The cassava plant thrives in full sun, as you would expect from a tropical plant. It prefers heat and humidity. Cassava plants grow best when exposed to direct sunlight for long periods. Despite this fact, intense direct sunlight can burn their leaves. An environment shady enough to put them at ease is best in these cases.
During the first month following planting, keep the soil moist to help the stems establish themselves. It is possible that the cassava plant isn’t getting enough water if it loses many leaves.
Despite its drought resistance, cassava benefits from good water in order to produce more healthy roots. However, don’t let the soil become too wet as this may cause the roots to rot. Hence, soils with higher water retention capacities and higher water tables are fundamental to optimal cassava production. Be careful not to let the soil become waterlogged.
This plant can grow in any type of soil, including poorly drained soil. Regardless of the soil makeup, loamy soils containing well-rotted organic matter produce the best results. If the soil is clay or compact, cassava may struggle, but it will still produce enough to harvest.
Providing it is well-drained, cassava can grow in a wide variety of soil types and pH levels. Ideally, however, you should choose a loamy, sandy surface. Under high fertility conditions, top growth may be stimulated to the detriment of root growth.
It is not necessary to fertilize cassava plants that are planted in soil that provides organic matter. The yield, however, can be greatly improved with appropriate additional fertilization. Add well-rotted manure to your soil during planting, it will provide quality to the plant. Apply a good quality liquid fertilizer or more manure within two months of planting. They require similar fertilization requirements to sweet potatoes. It is important to use fertilizer high in potassium to prevent the growth of elongated, straggly roots. Fill in or drill holes in the soil to allow air to enter, then spray fertilizer 15 to 20 cm from the base of the plant. Consequently, nutrient loss from volatilization and runoff can be reduced.

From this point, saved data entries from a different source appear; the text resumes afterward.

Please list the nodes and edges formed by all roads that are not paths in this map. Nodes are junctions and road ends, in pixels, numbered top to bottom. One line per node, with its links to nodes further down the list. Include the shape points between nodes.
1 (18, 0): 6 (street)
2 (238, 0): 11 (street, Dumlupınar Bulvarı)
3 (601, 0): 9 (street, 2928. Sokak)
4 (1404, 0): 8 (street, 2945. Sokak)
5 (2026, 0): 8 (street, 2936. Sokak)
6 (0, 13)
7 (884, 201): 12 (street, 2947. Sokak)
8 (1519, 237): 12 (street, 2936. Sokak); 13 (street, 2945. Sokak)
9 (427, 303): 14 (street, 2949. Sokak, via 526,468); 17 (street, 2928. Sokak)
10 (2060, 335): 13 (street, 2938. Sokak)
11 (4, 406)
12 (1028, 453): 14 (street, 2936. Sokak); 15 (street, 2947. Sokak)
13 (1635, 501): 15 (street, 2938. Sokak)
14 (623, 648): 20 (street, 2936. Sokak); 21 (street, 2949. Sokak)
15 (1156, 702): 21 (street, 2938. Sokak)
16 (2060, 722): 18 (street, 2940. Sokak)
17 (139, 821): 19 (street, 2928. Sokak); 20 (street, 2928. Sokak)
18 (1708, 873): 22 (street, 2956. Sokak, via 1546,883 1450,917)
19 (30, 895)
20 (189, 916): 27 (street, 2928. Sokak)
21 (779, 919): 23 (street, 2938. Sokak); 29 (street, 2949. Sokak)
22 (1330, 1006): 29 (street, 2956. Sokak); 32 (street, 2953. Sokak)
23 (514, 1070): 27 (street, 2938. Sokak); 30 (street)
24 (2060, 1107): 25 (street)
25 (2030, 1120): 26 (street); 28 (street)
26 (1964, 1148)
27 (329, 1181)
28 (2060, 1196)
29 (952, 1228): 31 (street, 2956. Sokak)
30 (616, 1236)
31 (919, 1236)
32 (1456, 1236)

Mandioca needs to be in a climate free of frost year-round in order to produce a healthy crop year-round. A humid-warm climate is the best environment for cassava growing, so temperatures between 25 and 29°C are the best.
Cassava Roots (Tuber Information)
The main root of the plant is attached to several bulbs, these are tubers and are used for food after developing. But keep in mind they have to be cooked, as raw tubers are poisonous. The tubers can be planted after about 10 months from planting. You can use the tuber by cooking it or roasting it in the fire.